Performance: From those early experiments Datafusion would frequently finish processing an entire job _before_ the SparkContext could be started - even on a local Spark instance. Obviously this is at smaller data sizes but in my experience a lot of ETL is about repeatable processes not necessarily huge datasets.

Compatibility: Those experiments were done a few months ago and the SQL compatibility of the Datafusion engine has improved extremely rapidly (WINDOW functions were recently added). There is still some missing SQL functionality (for example to run all the TPC-H queries https://github.com/apache/arrow-datafusion/tree/master/bench...) but it is moving quickly.

eduren · on Aug 25, 2021

Oh hey, thanks for the info!

I spent some time evaluating Arc for my team's ETL purposes and I was really impressed. I hesitated somewhat to move forward with it because it seemed really tied into the Spark ecosystem (for great reasons). We just weren't at all familiar with deploying and operating Spark, so ended up rolling our own scripts on top of (an existing) Airflow cluster for now.

Besides performance reasons, are there any other advantages to porting Arc to run on top of datafusion? If the porting effort was shared somewhere I'd love to dig in and see what the proof-of-concept looks like.

seddonm1 · on Aug 26, 2021

Hi eduren. Give me a few days and Ill see what i can publish as a WIP repo. The aim of Arc was to always allow swapping the execution engine whilst retaining the logic - hence SQL -so this should hopefully be easy.
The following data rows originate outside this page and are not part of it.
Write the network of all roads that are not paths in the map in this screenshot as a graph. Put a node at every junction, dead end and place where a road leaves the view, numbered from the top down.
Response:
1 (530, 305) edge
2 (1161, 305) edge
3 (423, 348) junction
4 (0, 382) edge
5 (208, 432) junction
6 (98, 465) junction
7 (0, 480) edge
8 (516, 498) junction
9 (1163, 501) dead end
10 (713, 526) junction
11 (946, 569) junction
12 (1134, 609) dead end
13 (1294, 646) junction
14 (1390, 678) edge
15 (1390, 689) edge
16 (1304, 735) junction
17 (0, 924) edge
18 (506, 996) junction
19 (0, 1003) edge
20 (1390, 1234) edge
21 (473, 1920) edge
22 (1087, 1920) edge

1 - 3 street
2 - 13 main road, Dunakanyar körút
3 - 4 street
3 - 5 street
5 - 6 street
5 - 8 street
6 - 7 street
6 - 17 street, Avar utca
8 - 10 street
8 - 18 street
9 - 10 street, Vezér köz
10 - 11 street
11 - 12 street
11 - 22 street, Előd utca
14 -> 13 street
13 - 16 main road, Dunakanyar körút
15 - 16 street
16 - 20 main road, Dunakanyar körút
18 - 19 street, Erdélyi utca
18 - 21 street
FridgeSeal · on Aug 25, 2021

Rust stuff tends to be a bit more resource efficient than Java.

Currently using DataFusion from Rust, and being more resource efficient means we can use smaller machines, which means our costs go down. Deploying services is also faster (smaller docker images, faster startup times) and puts less extraneous load on our machines.

I imagine Arc, and thus downstream users, would see similar benefits.

houqp · on Aug 25, 2021

ETL pipeline is a perfect fit for Datafusion and its distributed version Ballista. Personally, this is the main reason I am investing my time into Datafusion.

pella · on Aug 24, 2021

What is the "DataFusion"?

- not in the FAQ ( https://arrow.apache.org/faq/ )
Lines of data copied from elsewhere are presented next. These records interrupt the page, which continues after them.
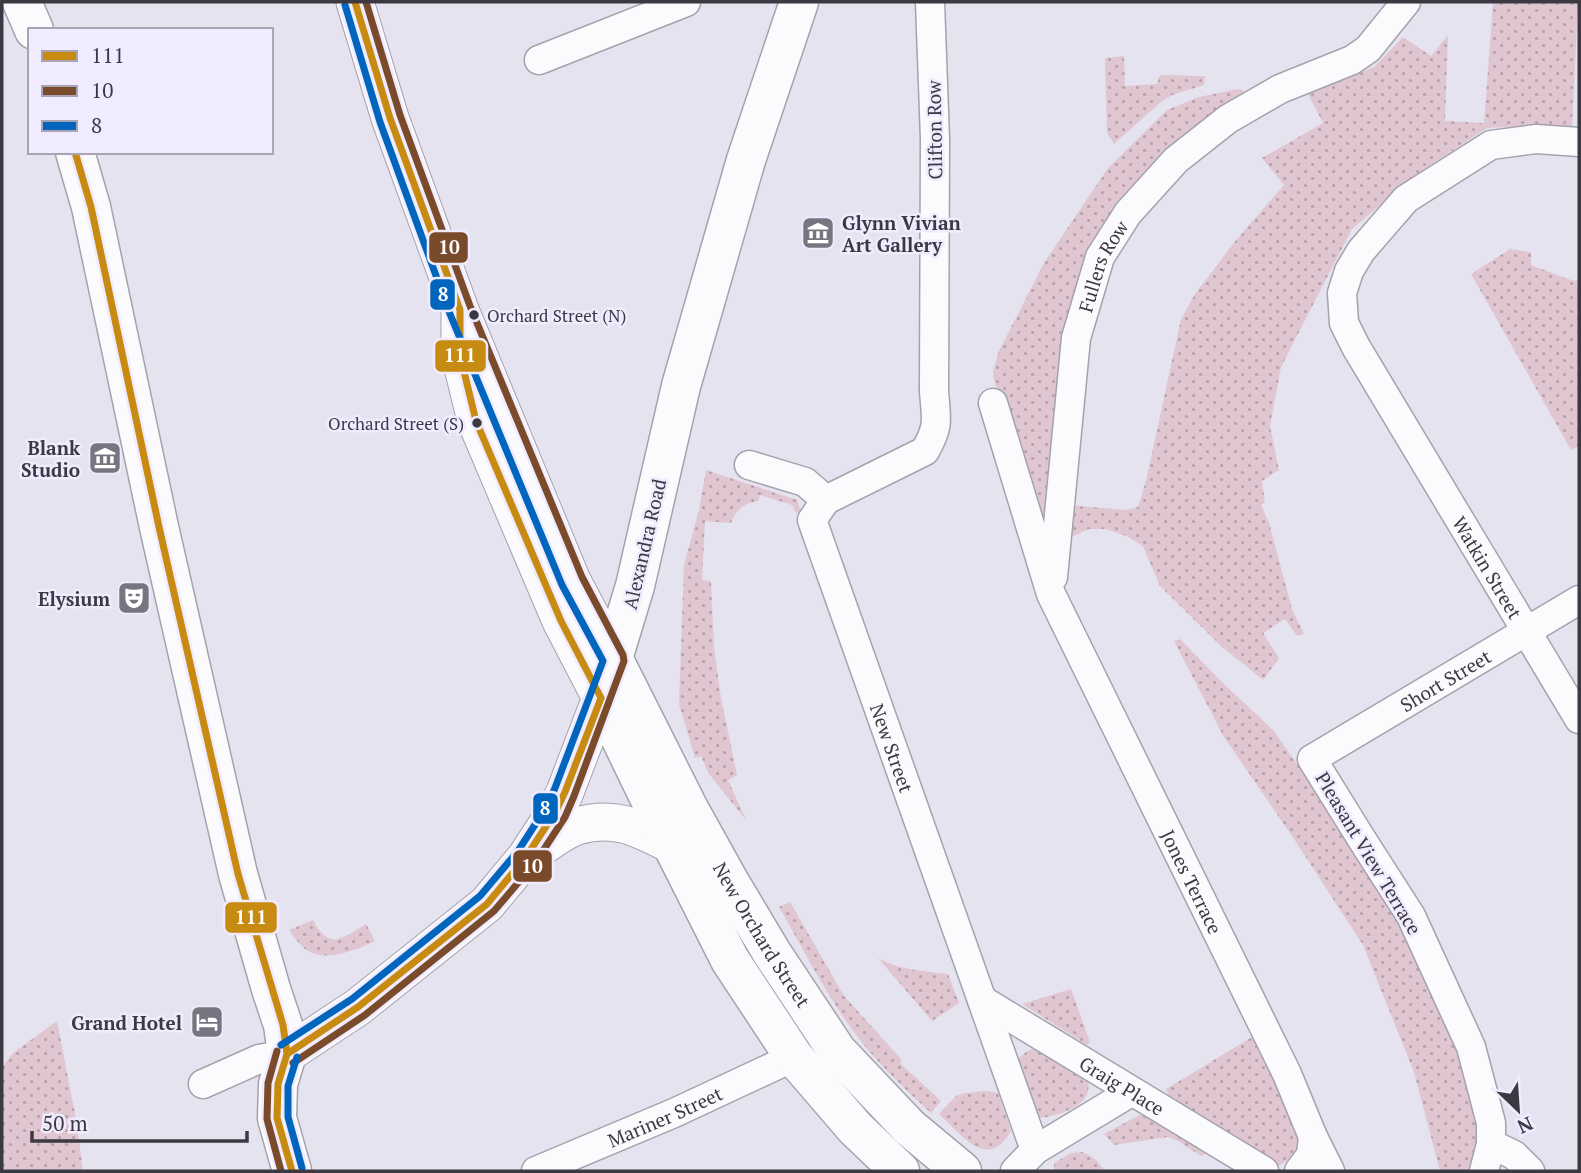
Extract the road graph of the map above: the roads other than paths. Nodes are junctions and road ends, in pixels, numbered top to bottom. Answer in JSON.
{"nodes":[{"id":1,"x":22,"y":2,"type":"edge"},
{"id":2,"x":355,"y":2,"type":"edge"},
{"id":3,"x":686,"y":2,"type":"edge"},
{"id":4,"x":799,"y":2,"type":"edge"},
{"id":5,"x":930,"y":2,"type":"edge"},
{"id":6,"x":1406,"y":2,"type":"edge"},
{"id":7,"x":33,"y":28,"type":"edge"},
{"id":8,"x":539,"y":60,"type":"dead end"},
{"id":9,"x":1579,"y":142,"type":"edge"},
{"id":10,"x":76,"y":154,"type":"edge"},
{"id":11,"x":460,"y":310,"type":"junction"},
{"id":12,"x":993,"y":402,"type":"dead end"},
{"id":13,"x":749,"y":465,"type":"dead end"},
{"id":14,"x":826,"y":500,"type":"junction"},
{"id":15,"x":1051,"y":594,"type":"junction"},
{"id":16,"x":1579,"y":600,"type":"edge"},
{"id":17,"x":1528,"y":632,"type":"junction"},
{"id":18,"x":614,"y":660,"type":"junction"},
{"id":19,"x":601,"y":698,"type":"junction"},
{"id":20,"x":1579,"y":719,"type":"edge"},
{"id":21,"x":1312,"y":759,"type":"joint"},
{"id":22,"x":671,"y":845,"type":"junction"},
{"id":23,"x":526,"y":857,"type":"junction"},
{"id":24,"x":982,"y":1000,"type":"junction"},
{"id":25,"x":287,"y":1054,"type":"junction"},
{"id":26,"x":794,"y":1057,"type":"junction"},
{"id":27,"x":203,"y":1084,"type":"dead end"},
{"id":28,"x":1131,"y":1091,"type":"junction"},
{"id":29,"x":1314,"y":1137,"type":"junction"},
{"id":30,"x":1491,"y":1144,"type":"junction"},
{"id":31,"x":1035,"y":1150,"type":"junction"},
{"id":32,"x":292,"y":1171,"type":"edge"},
{"id":33,"x":536,"y":1171,"type":"edge"},
{"id":34,"x":900,"y":1171,"type":"edge"},
{"id":35,"x":962,"y":1171,"type":"edge"},
{"id":36,"x":1015,"y":1171,"type":"edge"},
{"id":37,"x":1264,"y":1171,"type":"edge"},
{"id":38,"x":1299,"y":1171,"type":"edge"},
{"id":39,"x":1330,"y":1171,"type":"edge"},
{"id":40,"x":1484,"y":1171,"type":"edge"},
{"id":41,"x":1530,"y":1171,"type":"edge"}],
"edges":[{"from":1,"to":7,"type":"main road"},
{"from":2,"to":11,"type":"street"},
{"from":3,"to":8,"type":"street"},
{"from":4,"to":18,"type":"main road","name":"Alexandra Road"},
{"from":5,"to":14,"type":"street","name":"Clifton Row"},
{"from":6,"to":15,"type":"street","name":"Fullers Row"},
{"from":9,"to":17,"type":"street","name":"Watkin Street"},
{"from":10,"to":25,"type":"main road"},
{"from":11,"to":18,"type":"street"},
{"from":11,"to":19,"type":"street"},
{"from":12,"to":15,"type":"street","name":"Jones Terrace"},
{"from":13,"to":14,"type":"street"},
{"from":14,"to":24,"type":"street","name":"New Street"},
{"from":15,"to":29,"type":"street","name":"Jones Terrace"},
{"from":16,"to":17,"type":"street","name":"Short Street"},
{"from":17,"to":20,"type":"street","name":"Watkin Street"},
{"from":17,"to":21,"type":"street","name":"Short Street"},
{"from":18,"to":19,"type":"main road","name":"Alexandra Road"},
{"from":18,"to":35,"type":"main road","name":"New Orchard Street"},
{"from":19,"to":22,"type":"main road","name":"New Orchard Street"},
{"from":19,"to":23,"type":"street","name":"Alexandra Road"},
{"from":21,"to":30,"type":"street","name":"Pleasant View Terrace"},
{"from":22,"to":23,"type":"street"},
{"from":22,"to":26,"type":"main road","name":"New Orchard Street"},
{"from":23,"to":25,"type":"street","name":"Alexandra Road"},
{"from":24,"to":28,"type":"street","name":"Graig Place"},
{"from":24,"to":31,"type":"street"},
{"from":25,"to":27,"type":"street"},
{"from":25,"to":32,"type":"main road"},
{"from":26,"to":33,"type":"street","name":"Mariner Street"},
{"from":26,"to":34,"type":"main road","name":"New Orchard Street"},
{"from":28,"to":31,"type":"street"},
{"from":28,"to":37,"type":"street","name":"Graig Place"},
{"from":29,"to":38,"type":"street"},
{"from":29,"to":39,"type":"street","name":"Jones Terrace"},
{"from":30,"to":40,"type":"street","name":"Pleasant View Terrace"},
{"from":30,"to":41,"type":"street"},
{"from":31,"to":36,"type":"street"}]}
- not in the Release page.

pella · on Aug 24, 2021

OK: I have found: https://github.com/apache/arrow-datafusion

"DataFusion is an extensible query execution framework, written in Rust, that uses Apache Arrow as its in-memory format.DataFusion supports both an SQL and a DataFrame API for building logical query plans as well as a query optimizer and execution engine capable of parallel execution against partitioned data sources (CSV and Parquet) using threads. DataFusion also supports distributed query execution via the Ballista crate."
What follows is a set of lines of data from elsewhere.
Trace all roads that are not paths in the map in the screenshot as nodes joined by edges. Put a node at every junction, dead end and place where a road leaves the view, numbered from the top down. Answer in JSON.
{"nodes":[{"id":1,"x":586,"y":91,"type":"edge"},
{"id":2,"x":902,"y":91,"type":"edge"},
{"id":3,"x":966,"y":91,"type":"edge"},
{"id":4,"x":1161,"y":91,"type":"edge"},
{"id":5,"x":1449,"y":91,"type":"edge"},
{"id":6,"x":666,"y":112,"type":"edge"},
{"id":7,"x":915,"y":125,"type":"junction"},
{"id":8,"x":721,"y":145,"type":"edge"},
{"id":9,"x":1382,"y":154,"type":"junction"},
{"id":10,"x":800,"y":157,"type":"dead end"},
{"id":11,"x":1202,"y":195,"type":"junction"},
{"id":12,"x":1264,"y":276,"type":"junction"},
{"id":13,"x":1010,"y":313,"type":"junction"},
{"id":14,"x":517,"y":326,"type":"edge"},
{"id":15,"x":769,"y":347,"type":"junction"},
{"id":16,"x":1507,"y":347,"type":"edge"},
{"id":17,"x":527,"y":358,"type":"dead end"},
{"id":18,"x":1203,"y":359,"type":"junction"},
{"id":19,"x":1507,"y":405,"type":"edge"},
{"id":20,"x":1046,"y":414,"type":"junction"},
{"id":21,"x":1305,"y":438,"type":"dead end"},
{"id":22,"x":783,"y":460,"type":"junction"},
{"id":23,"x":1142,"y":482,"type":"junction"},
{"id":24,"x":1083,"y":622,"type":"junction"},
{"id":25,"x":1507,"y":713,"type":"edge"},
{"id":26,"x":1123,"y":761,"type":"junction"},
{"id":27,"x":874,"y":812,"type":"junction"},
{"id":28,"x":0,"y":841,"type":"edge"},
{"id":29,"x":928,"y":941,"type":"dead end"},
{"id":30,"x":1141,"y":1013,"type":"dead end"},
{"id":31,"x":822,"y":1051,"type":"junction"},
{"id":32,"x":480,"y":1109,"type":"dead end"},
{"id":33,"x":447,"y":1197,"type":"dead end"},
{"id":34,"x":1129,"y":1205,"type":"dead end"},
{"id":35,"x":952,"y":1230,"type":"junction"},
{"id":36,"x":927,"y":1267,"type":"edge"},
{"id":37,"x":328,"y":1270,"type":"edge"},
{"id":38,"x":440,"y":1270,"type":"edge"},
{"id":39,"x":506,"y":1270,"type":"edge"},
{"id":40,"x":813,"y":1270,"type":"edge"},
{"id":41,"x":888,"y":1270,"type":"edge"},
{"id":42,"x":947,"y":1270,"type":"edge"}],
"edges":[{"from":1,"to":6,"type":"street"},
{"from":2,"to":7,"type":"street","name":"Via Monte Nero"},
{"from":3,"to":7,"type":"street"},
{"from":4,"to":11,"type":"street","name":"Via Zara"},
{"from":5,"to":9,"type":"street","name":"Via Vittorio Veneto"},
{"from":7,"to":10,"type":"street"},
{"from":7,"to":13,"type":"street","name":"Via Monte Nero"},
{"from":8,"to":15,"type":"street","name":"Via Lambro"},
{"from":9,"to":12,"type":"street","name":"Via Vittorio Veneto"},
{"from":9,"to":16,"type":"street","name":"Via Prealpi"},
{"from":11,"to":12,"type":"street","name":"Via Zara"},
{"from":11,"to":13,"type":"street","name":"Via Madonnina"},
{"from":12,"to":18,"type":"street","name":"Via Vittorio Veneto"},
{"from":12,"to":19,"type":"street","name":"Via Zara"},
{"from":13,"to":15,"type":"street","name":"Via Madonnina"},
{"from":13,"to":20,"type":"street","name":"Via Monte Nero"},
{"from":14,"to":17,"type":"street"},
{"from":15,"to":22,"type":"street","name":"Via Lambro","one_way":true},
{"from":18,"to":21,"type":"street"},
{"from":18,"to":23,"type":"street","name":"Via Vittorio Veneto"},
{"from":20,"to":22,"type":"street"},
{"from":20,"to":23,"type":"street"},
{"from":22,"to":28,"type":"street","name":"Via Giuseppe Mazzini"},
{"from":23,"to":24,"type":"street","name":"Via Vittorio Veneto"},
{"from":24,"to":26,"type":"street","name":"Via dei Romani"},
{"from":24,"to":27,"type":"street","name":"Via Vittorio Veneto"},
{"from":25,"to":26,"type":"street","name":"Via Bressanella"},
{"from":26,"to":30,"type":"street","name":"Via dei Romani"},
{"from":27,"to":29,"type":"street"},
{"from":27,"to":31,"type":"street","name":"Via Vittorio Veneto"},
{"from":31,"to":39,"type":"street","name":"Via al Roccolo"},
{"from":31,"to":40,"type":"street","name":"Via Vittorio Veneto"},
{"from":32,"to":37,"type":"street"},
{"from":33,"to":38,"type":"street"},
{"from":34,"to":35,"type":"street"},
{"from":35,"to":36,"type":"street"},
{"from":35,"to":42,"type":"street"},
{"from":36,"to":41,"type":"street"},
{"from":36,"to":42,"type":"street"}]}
"Use Cases: DataFusion is used to create modern, fast and efficient data pipelines, ETL processes, and database systems, which need the performance of Rust and Apache Arrow and want to provide their users the convenience of an SQL interface or a DataFrame API."

houqp · on Aug 24, 2021

You beat me to it, was about to post the github link :) Readme is a good starting place to learn more about the project.

pella · on Aug 24, 2021

Question:

- Is it possible to handle data larger than fits into RAM?

- Any benchmark? like: https://h2oai.github.io/db-benchmark/ ( see 50GB + Join -> "timeout" | "out of memory" )

hashjoiner · on Aug 24, 2021

There is a PR from me (Daniël, committer) with for db-benchmark. For the group by benchmarks, on my machine, it is currently somewhat slower than the fastest (Polars).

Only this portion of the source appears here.